Have you seen a bumper sticker, “I don’t get mad, I get even”? Last decade a book was published with title, Don’t Get Mad: Get Even. Look at what Jesus says about revenge in Matthew 5:38–42.

Do not get even! Understand how “an eye for an eye” expresses God’s justice. The principle to which Jesus refers is stated in Leviticus 24 as well as Exodus 21 and Deuteronomy 19. Very similar expressions have been found in the Code of Hammurabi and in ancient Egyptian literature. It is sometimes called lex talionis, or the law of retribution. Why did God give this principle to his people? On the one hand, it guards against excessive punishment. But as you look at the contexts in which it occurs in Scripture, it also seems to emphasize that just appropriate punishment must be administered.

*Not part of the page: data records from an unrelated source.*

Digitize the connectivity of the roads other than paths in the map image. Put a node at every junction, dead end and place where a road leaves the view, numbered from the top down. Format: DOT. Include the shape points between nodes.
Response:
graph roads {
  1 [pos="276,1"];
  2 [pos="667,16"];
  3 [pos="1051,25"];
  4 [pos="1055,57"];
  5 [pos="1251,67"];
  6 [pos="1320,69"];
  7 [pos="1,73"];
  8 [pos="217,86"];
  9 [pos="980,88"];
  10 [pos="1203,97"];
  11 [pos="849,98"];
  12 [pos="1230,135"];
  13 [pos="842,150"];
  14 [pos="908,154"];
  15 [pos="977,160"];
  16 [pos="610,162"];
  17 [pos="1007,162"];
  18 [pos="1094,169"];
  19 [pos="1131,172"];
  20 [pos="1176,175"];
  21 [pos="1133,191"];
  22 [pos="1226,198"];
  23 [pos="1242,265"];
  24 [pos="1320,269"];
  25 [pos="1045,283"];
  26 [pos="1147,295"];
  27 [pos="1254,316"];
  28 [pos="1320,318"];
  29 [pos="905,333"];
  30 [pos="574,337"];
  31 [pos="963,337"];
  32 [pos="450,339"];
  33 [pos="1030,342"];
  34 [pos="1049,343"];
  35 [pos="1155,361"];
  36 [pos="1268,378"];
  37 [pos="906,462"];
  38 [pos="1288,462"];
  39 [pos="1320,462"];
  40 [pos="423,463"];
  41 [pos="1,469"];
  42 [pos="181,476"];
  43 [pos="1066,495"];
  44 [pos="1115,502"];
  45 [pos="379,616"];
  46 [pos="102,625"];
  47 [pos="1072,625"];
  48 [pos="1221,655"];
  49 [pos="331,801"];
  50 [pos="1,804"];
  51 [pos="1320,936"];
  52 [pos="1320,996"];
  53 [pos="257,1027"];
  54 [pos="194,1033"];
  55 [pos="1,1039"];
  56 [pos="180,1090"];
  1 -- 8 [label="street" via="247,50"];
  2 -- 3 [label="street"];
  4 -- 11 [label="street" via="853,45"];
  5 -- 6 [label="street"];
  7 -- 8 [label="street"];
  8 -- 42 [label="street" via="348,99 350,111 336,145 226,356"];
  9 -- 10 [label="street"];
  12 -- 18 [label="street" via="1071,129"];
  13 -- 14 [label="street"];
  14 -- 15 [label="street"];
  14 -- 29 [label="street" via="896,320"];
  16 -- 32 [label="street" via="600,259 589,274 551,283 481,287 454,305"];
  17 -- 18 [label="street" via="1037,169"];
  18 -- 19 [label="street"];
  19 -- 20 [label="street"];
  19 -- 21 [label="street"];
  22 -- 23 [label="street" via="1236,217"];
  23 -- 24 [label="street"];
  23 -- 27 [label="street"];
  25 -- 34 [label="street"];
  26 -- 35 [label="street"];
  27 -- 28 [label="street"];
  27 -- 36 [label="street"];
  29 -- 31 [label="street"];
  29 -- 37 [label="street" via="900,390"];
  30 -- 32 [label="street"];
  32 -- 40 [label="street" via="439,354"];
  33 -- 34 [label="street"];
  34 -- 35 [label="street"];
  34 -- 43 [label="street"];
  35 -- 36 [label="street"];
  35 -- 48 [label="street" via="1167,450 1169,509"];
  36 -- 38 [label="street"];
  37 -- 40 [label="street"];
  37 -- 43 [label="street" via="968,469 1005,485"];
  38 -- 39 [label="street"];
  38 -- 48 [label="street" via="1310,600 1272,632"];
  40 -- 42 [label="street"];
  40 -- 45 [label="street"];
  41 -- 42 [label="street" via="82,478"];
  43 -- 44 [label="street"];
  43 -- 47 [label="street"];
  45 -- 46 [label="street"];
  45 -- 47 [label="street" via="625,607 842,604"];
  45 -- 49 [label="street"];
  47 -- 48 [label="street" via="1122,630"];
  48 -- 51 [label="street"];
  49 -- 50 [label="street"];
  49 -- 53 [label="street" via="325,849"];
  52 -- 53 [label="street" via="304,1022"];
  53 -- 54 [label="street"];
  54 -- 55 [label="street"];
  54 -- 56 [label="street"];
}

God is not a respecter of persons, and neither should the administration of justice be partial or biased. The living and true God is perfectly just. He defines justice and his final judgment is perfectly equitable—because he does it. Vengeance is ultimately his. That is one reason we don’t have to get even. “Retribution is never for the purpose of placating personal revenge but for the purpose of satisfying justice. Justice is not vindictive though it is vindicatory.” (John Murray, Principles of Conduct, p. 174) Notice how Jesus introduces his reference, with “you have heard that it was said,” not, “it is written.” He is not abrogating God’s justice but calling you to a higher standard than the way the principle was taught and used.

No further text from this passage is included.